Everything is much simplified if you just avoid this weaving altogether, and
adopt a content _pipeline_ approach, as every commercial book publisher,
newspaper and magazine does. In this approach, you use pure-composition
programs for your composition, and pure-layout programs for your layout. When
you are working on one, you are not distracted with the demands of the other.

In fact, two different people can be working asynchronously on these two
components; and, indeed, if the work of one stage is finished first, this
enables an extremely useful _static_ constraint on the work of the other,
simplifying the decision-making for it greatly. Layout can determine target
word-count; or word-count and paragraph composition can decide layout.

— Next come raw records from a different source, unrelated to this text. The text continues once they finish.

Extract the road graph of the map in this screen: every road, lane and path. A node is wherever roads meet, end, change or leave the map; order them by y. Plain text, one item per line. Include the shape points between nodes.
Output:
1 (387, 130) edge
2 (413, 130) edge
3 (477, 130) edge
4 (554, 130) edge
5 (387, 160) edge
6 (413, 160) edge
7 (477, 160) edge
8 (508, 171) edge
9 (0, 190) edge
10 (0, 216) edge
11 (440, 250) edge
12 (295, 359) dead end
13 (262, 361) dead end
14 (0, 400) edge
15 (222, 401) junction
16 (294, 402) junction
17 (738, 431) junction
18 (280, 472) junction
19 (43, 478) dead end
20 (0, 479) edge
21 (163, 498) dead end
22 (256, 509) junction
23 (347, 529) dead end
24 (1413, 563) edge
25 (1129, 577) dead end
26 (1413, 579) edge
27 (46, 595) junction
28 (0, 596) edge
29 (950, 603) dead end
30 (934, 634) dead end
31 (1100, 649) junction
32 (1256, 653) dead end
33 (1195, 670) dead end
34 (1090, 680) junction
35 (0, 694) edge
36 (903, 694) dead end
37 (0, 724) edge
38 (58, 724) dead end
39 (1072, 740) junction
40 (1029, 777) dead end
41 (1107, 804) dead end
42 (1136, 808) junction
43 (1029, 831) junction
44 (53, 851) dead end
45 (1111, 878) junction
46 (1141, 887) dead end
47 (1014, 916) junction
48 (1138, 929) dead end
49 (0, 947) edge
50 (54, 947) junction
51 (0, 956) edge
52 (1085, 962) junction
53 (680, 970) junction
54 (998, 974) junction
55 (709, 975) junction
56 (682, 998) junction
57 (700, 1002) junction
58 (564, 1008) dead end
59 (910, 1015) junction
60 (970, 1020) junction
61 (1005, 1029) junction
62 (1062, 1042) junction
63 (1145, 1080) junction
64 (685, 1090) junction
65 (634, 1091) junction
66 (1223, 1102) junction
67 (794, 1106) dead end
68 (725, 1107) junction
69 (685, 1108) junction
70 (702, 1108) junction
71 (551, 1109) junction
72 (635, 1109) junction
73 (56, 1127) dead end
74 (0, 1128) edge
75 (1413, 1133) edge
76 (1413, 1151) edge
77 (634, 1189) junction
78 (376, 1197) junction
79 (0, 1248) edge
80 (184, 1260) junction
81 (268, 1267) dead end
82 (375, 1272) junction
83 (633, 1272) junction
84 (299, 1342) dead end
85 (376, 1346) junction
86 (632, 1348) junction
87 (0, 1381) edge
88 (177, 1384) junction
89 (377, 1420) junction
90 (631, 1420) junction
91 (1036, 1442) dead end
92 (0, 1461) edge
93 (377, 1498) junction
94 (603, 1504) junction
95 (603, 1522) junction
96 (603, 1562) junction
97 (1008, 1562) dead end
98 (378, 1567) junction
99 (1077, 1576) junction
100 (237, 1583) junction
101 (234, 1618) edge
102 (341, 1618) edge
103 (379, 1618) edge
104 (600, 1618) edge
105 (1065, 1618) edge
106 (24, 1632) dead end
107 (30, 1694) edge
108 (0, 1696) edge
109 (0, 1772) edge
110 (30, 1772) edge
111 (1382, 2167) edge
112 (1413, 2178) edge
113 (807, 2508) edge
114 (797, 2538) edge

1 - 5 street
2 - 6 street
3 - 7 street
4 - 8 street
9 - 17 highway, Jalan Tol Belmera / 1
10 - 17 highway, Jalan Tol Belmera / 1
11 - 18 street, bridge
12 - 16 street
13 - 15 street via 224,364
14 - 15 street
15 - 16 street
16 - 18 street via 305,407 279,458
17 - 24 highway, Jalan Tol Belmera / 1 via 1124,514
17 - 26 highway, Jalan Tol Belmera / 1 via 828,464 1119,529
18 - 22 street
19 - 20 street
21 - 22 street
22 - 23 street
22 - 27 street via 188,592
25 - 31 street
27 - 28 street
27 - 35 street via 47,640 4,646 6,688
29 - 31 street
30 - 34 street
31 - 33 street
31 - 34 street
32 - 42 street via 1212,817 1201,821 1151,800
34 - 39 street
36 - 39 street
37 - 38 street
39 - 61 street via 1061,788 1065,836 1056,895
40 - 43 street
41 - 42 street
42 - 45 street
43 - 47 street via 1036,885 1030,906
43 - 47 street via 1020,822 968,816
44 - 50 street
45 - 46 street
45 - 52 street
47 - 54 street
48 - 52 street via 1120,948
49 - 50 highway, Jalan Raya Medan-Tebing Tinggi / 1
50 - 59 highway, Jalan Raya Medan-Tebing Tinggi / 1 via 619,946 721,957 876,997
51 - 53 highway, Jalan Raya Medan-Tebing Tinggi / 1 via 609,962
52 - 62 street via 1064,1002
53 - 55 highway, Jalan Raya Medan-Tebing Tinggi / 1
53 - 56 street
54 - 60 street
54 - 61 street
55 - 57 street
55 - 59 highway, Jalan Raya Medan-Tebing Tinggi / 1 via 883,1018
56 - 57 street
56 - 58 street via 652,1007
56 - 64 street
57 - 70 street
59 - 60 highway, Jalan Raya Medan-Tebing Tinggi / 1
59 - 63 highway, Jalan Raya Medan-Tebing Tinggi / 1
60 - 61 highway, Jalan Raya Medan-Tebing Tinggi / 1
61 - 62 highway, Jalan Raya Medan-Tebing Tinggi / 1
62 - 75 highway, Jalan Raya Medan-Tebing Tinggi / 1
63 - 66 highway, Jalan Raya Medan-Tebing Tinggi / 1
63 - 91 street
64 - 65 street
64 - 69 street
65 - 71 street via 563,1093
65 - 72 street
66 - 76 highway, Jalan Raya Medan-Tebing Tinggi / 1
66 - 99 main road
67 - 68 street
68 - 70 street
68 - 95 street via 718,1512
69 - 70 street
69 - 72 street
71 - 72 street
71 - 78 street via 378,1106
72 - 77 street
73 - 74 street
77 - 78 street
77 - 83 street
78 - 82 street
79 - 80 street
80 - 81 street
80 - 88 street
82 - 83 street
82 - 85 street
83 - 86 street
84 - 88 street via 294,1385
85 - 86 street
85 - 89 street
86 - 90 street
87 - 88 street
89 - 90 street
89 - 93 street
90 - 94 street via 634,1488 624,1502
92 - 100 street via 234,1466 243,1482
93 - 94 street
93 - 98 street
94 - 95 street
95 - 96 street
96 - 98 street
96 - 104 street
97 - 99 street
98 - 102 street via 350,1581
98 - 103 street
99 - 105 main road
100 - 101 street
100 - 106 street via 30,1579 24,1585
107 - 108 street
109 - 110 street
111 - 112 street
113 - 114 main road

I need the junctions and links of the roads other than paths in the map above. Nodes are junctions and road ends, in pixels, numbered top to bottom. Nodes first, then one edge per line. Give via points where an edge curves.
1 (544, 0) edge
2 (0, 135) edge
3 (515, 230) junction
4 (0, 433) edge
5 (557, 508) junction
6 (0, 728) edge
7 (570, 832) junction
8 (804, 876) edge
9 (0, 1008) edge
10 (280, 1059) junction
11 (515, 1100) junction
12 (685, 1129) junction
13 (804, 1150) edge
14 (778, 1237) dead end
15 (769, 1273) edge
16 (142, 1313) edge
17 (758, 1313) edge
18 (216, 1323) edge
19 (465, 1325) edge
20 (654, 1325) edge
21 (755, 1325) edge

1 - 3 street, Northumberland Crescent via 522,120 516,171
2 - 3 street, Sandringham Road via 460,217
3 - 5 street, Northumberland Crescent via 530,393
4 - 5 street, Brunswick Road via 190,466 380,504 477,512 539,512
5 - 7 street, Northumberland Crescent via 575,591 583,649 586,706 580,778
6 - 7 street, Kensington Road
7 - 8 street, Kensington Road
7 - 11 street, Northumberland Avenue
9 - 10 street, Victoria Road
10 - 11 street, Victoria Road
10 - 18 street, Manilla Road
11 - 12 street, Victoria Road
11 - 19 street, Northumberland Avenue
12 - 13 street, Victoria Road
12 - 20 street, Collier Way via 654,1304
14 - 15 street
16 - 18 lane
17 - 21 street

What you _don 't_ have is the constant tweaking, pitting half-finished layout
and half-finished prose against one-another. Each is effectively opaque to the
other until the end of the process.

The most wonderful thing that has happened to composition in recent memory is
the GUI Markdown editor. Until these, all composition programs that weren't
simply plaintext, had at least some layout elements. (This is because their
target format was RTF, and RTF contains things like per-line margin settings.)
But .md is a fine format for storing compositions: it lets you specify the
"tone" of text with markup, but contains no mechanism to (reliably) specify
final appearance.

Combine such documents with a program like Publisher or InDesign (or,
partially, LyX or Pages) for layout, and you've got a very nice workflow. And,
as a side-benefit, the prose created during the composition step will be
exactly what is needed for web publishing as well.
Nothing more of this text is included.